Front and back view of the Thrustmaster Heart Game Controller in half white and half black including directional pad two...

Photograph: Thrustmaster

The only detractors to that premium feel are an ugly, blobby D-pad, and Xbox function buttons—view, menu, and share—that are far too small. The D-pad is the worst, seeming at odds with the otherwise sleek design approach the H.E.A.R.T. takes. Its rounded tips result in a feeling of no real delineation between its directions, and with no texturing to its surface, the thumb slides aimlessly over it. The function buttons, meanwhile, are both tiny and shallow, making them feel insubstantial.

Still, the design impresses for the most part, and Thrustmaster builds it all around upgraded parts compared to standard controllers. While it doesn’t have the sometimes daunting array of swappable components and meticulous degrees of customization that the higher end likes of Microsoft’s Xbox Elite or Thrustmaster’s own Eswap X2 offer, the H.E.A.R.T.’s mechanical buttons deliver a satisfyingly clicky pushback to every press, its triggers feels smooth, and its control sticks glide under your thumbs.

Magnetic Attraction

It’s in the thumbsticks where some of the higher-end tech of the pad lives.
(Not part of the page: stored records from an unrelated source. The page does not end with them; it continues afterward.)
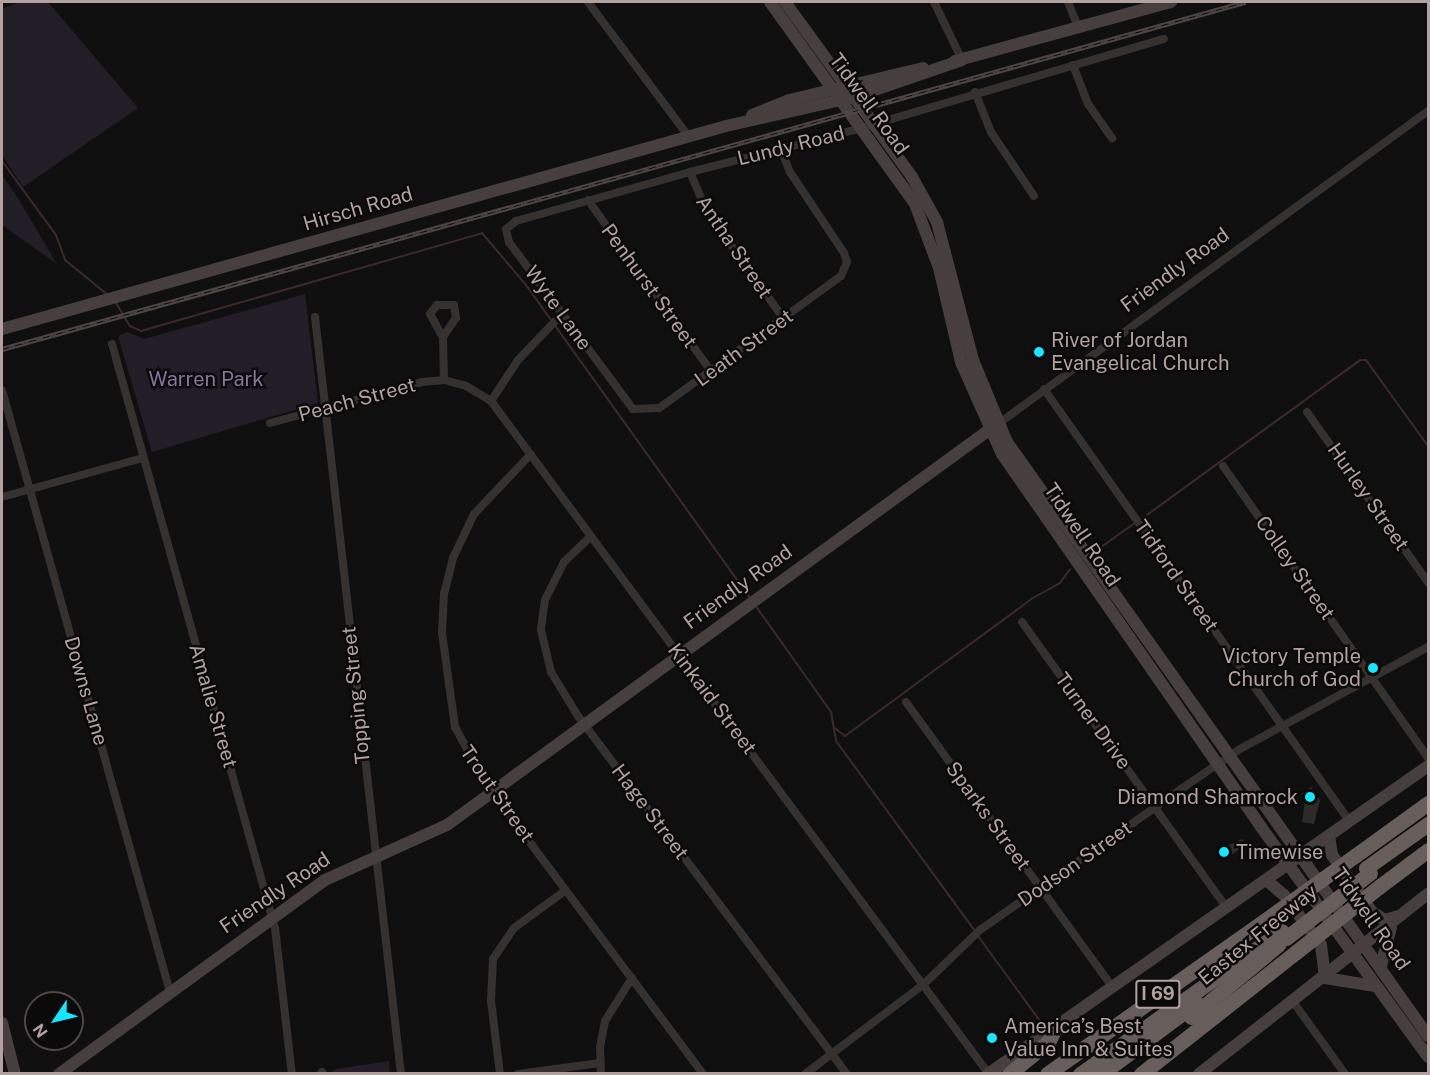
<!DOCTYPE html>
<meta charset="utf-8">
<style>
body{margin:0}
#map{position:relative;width:1430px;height:1075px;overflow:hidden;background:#100f0f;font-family:"Public Sans",sans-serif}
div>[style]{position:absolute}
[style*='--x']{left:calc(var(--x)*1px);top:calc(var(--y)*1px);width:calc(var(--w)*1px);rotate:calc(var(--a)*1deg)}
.green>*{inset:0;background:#221d26}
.stream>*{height:2px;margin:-1px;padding:0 1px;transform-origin:1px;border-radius:1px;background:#3c292b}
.building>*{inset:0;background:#2d2b29}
.street>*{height:8px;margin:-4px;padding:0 4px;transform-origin:4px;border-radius:4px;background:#35312f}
.secondary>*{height:12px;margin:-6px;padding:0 6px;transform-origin:6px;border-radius:6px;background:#463f3d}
.highway>*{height:15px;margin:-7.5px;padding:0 7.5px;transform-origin:7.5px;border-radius:7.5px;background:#675d5b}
.rail>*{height:4.5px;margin-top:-2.25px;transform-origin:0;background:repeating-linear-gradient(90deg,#0b0a0a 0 7px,#4d4644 0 14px);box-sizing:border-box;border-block:2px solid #4d4644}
.highway-bridge>*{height:15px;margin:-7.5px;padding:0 7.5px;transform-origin:7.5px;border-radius:7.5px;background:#675d5b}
.dots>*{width:16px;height:16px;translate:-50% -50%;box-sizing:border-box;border:3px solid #0b0a0a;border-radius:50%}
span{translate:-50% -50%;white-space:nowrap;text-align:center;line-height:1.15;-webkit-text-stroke:5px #0b0a0a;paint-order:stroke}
.shield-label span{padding:2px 4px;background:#0b0a0a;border:2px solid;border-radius:4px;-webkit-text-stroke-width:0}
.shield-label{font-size:18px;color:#b3a19e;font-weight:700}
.street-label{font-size:20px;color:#b3a19e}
.poi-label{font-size:20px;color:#b3a19e}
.left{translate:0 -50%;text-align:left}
.right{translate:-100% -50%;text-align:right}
.park-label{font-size:20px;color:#8a73a0}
.frame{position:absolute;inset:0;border:3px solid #b3a19e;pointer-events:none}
.north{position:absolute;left:24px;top:991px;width:60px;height:60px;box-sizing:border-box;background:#0b0a0a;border:2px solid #4e4645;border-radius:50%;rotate:235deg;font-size:16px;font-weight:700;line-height:24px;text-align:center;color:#b3a19e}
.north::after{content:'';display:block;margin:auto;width:21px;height:27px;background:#18e5ff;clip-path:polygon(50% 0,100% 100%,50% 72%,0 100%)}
</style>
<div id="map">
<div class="green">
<i style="clip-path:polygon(19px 2px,48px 2px,138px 108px,23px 187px,2px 155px,2px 9px)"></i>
<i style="clip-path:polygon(2px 175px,18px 198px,57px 264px,2px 225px)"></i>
<i style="clip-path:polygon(305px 294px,318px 403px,152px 452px,118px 336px,128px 332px,144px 339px)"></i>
<i style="clip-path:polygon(389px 1061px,390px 1073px,330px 1073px,336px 1069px)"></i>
</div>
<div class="stream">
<i style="--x:2;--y:161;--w:92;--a:53.9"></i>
<i style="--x:56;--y:235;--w:27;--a:70"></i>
<i style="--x:65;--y:260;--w:55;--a:39.1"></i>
<i style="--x:116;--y:303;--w:27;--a:59"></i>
<i style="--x:130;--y:326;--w:12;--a:24"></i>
<i style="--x:141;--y:331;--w:355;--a:-16"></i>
<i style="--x:482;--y:233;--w:68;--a:49.8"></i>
<i style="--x:526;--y:285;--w:385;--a:54.4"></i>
<i style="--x:1140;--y:520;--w:272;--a:-36"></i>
<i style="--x:1360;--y:360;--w:6;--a:0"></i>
<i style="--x:1366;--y:360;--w:106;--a:54.2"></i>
<i style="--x:1097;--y:550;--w:47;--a:-35.4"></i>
<i style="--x:755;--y:605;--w:131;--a:54.6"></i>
<i style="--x:831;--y:712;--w:29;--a:80"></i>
<i style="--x:836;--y:741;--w:235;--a:53.8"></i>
<i style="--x:835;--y:728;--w:13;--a:39"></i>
<i style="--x:845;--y:736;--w:233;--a:-36.3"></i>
<i style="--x:1033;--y:598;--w:31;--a:-29"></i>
<i style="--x:1060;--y:583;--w:17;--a:-54"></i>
<i style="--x:978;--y:936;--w:105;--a:53.9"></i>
</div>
<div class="building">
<i style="clip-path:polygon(1311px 787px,1320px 800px,1314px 824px,1302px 822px,1305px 801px,1301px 794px)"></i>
<i style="clip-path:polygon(1242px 839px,1246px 845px,1228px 857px,1222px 859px,1216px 851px)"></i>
</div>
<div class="street">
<i style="--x:588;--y:2;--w:169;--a:53.2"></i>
<i style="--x:934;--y:2;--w:64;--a:64.2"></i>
<i style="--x:1068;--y:2;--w:27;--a:68"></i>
<i style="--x:1073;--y:65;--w:42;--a:69"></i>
<i style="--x:1088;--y:104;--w:42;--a:54.8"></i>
<i style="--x:975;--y:92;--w:43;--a:68.2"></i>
<i style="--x:991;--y:132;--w:77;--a:56.1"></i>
<i style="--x:781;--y:149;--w:25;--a:69"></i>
<i style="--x:790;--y:172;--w:97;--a:56.3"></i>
<i style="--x:844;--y:253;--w:9;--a:72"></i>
<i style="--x:847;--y:262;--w:15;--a:113"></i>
<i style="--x:841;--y:276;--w:225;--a:144"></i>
<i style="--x:659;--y:408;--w:26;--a:178"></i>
<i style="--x:633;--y:409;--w:208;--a:-126.6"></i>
<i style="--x:509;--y:242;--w:13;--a:-103"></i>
<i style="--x:506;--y:229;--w:13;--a:-39"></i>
<i style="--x:516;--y:221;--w:181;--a:-15.7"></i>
<i style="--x:690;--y:172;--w:94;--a:-14.2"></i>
<i style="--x:781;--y:149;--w:75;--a:-14.6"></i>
<i style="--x:854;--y:130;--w:323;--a:-16.4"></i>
<i style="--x:690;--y:172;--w:43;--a:67"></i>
<i style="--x:707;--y:212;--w:132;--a:54.3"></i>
<i style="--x:588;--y:200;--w:211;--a:54.3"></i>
<i style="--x:315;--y:317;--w:762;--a:83.52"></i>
<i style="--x:443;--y:337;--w:23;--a:-56"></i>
<i style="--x:456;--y:318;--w:13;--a:-99"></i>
<i style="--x:454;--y:305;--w:17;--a:180"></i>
<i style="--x:437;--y:305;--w:11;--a:128"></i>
<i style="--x:430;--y:314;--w:26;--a:61"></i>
<i style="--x:443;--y:337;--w:43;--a:88.7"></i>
<i style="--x:112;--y:344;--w:606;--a:74.41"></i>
<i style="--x:275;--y:928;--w:147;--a:83.4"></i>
<i style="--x:1044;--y:389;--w:530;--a:54.75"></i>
<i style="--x:2;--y:390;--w:625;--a:74.41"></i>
<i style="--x:491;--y:401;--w:49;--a:-56.6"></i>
<i style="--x:518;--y:360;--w:65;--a:-46.2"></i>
<i style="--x:1307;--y:412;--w:209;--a:54.6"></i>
<i style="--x:270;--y:423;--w:157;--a:-15.1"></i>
<i style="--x:422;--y:382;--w:22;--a:-5"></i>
<i style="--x:444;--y:380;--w:23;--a:15"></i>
<i style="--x:466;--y:386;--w:29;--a:31"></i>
<i style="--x:491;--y:401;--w:836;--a:53.51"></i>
<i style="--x:998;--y:424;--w:532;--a:-36.05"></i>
<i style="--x:531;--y:454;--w:83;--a:133.5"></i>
<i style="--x:474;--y:514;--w:49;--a:115.5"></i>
<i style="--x:453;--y:558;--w:36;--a:104"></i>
<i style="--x:444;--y:593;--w:40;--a:92.9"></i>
<i style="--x:442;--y:633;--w:95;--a:82.1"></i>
<i style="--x:455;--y:727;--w:66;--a:61.1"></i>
<i style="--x:487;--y:785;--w:361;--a:53.2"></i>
<i style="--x:1223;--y:466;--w:357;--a:54.9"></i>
<i style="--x:2;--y:497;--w:146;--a:-15.5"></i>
<i style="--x:591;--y:536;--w:37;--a:136"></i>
<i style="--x:564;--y:562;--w:42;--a:116.6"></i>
<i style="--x:545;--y:600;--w:30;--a:98"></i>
<i style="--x:541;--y:630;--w:43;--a:76.6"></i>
<i style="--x:551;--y:672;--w:52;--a:58.5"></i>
<i style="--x:578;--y:716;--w:448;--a:53.1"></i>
<i style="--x:1022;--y:622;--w:352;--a:54.4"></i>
<i style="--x:906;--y:702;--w:352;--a:54.1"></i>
<i style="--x:1294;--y:1003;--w:87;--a:54.3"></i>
<i style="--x:320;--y:1074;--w:3;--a:-45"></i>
<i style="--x:500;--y:1074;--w:74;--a:-97"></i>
<i style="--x:491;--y:1001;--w:42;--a:-87.3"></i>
<i style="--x:493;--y:959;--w:37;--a:-56"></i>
<i style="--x:514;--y:928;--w:64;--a:-36.2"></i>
<i style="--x:518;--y:1074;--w:83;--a:-7.6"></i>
<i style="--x:601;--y:1074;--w:27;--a:-92"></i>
<i style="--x:600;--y:1047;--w:26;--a:-79"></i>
<i style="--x:605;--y:1021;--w:51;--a:-57.9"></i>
<i style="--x:805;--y:1074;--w:149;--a:-37.1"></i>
<i style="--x:924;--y:984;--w:78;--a:-44"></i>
<i style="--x:980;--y:930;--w:253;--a:-35"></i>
<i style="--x:1187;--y:785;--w:64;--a:-34.2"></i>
<i style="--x:1240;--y:749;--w:214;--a:-28.5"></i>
</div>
<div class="secondary">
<i style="--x:770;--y:2;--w:249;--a:54.3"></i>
<i style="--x:915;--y:204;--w:68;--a:69.4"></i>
<i style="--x:939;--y:268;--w:97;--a:76.8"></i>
<i style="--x:961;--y:362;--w:101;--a:66"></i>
<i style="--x:1002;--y:454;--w:454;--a:55.2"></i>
<i style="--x:1261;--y:827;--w:284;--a:54"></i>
<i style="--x:785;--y:2;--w:216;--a:54"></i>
<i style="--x:912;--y:177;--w:51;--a:60.9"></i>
<i style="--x:937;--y:222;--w:143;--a:75.4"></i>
<i style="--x:973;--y:360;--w:89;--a:67.5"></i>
<i style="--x:1007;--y:442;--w:728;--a:54.67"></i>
<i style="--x:955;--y:61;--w:224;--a:-15.3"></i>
<i style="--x:752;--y:115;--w:40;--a:-22"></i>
<i style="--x:789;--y:100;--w:138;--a:-13.4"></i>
<i style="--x:2;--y:329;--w:752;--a:-15.66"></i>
<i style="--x:726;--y:126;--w:131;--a:-12.8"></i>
<i style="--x:854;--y:97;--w:114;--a:-18.9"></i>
<i style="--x:1329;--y:836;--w:19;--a:81"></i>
<i style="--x:1332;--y:855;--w:70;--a:54.9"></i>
<i style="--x:1372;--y:912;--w:15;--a:32"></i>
<i style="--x:1385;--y:920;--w:14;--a:-17"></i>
<i style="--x:1266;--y:880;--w:23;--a:40"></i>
<i style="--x:1284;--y:895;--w:62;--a:53.5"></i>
<i style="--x:1321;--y:945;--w:33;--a:83"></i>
<i style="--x:1381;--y:966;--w:40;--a:-75.6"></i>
<i style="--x:1325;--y:978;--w:51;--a:9.1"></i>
<i style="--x:2;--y:1023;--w:53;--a:75.7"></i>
<i style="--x:59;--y:1074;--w:329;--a:-36.1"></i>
<i style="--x:325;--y:880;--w:134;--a:-24.3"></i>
<i style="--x:447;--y:825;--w:676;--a:-36.09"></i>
<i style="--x:988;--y:1074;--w:537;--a:-34.99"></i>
<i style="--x:1199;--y:1074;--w:291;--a:-38.2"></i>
</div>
<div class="highway">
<i style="--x:1356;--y:855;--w:89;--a:-35.8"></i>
<i style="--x:1366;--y:868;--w:76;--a:-35.4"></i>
<i style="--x:1380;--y:886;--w:60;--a:-36.9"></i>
<i style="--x:1191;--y:1017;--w:114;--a:-39.7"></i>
<i style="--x:1009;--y:1074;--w:50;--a:-39.4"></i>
<i style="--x:1048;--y:1042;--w:18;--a:-63"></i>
<i style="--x:1047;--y:1074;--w:274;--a:-35.2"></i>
<i style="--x:1080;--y:1074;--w:247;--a:-35.4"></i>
<i style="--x:1101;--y:1074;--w:119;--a:-36.8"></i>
<i style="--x:1141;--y:1074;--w:197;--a:-38.2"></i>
</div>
<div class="rail">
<i style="--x:2;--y:349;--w:1291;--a:-15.6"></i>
</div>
<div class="highway-bridge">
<i style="--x:1271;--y:916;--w:105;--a:-35.7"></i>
<i style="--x:1286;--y:938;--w:106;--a:-37.7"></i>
<i style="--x:1296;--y:952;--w:107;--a:-38.2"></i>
</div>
<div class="dots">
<i style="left:1039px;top:352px;background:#18e5ff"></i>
<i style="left:1373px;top:668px;background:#18e5ff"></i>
<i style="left:1310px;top:797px;background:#18e5ff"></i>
<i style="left:1224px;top:852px;background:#18e5ff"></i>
<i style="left:992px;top:1038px;background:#18e5ff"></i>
</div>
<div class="shield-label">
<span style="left:1158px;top:994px">I 69</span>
</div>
<div class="street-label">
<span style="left:869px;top:104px;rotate:54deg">Tidwell Road</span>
<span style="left:791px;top:146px;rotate:-14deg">Lundy Road</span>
<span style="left:358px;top:209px;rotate:-16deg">Hirsch Road</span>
<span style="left:734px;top:247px;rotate:56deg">Antha Street</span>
<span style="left:1175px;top:270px;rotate:-36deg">Friendly Road</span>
<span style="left:649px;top:286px;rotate:54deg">Penhurst Street</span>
<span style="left:558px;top:308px;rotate:54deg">Wyte Lane</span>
<span style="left:744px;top:348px;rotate:-36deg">Leath Street</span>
<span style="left:357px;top:400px;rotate:-15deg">Peach Street</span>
<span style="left:1368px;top:497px;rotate:55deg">Hurley Street</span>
<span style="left:1082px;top:535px;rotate:56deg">Tidwell Road</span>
<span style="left:1295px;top:568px;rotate:55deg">Colley Street</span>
<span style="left:1176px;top:576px;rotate:55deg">Tidford Street</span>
<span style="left:738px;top:587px;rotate:-36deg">Friendly Road</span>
<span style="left:86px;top:691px;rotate:74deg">Downs Lane</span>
<span style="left:356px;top:695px;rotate:-96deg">Topping Street</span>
<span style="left:712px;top:699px;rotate:53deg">Kinkaid Street</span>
<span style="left:213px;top:706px;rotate:74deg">Amalie Street</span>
<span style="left:1093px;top:721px;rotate:54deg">Turner Drive</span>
<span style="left:497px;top:794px;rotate:55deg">Trout Street</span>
<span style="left:650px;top:812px;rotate:53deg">Hage Street</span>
<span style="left:988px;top:816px;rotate:54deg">Sparks Street</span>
<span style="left:1075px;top:864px;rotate:-35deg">Dodson Street</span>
<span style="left:275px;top:893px;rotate:-34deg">Friendly Road</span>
<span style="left:1371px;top:919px;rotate:55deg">Tidwell Road</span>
<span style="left:1258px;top:935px;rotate:-39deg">Eastex Freeway</span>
</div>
<div class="poi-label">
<span class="left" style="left:1051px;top:352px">River of Jordan<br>Evangelical Church</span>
<span class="right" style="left:1361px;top:668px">Victory Temple<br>Church of God</span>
<span class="right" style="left:1298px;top:797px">Diamond Shamrock</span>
<span class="left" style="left:1236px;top:852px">Timewise</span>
<span class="left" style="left:1004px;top:1038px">America’s Best<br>Value Inn &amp; Suites</span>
</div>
<div class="park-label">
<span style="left:206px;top:379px">Warren Park</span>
</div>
<div class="frame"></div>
<div class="north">N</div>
</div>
Most standard controllers determine a stick’s position using potentiometers, where (very simply) a contact pad measures resistance as you move the stick around. The problem is that the friction of the process—thousands of micro-movements in every play session, each one rubbing against the contacts—wears components down over time. This results in “stick drift”, where your on-screen character or aim might wander of its own accord. The H.E.A.R.T., in contrast, uses magnets, with the stick’s position determined (again, very simply) by which direction electrons are pushed over a sensor.

This is the Hall Effect of the acronym, named for physicist Edwin Hall who discovered it, and while he probably didn’t anticipate its application to better video game controllers back in 1879, the key takeaway is that the process is frictionless. That means not only that components don’t degrade over time, but that their position can be measured far more precisely in the first place—Thrustmaster says they can be tracked to within 0.01 degrees of movement. But does that really translate to improved performance in-game?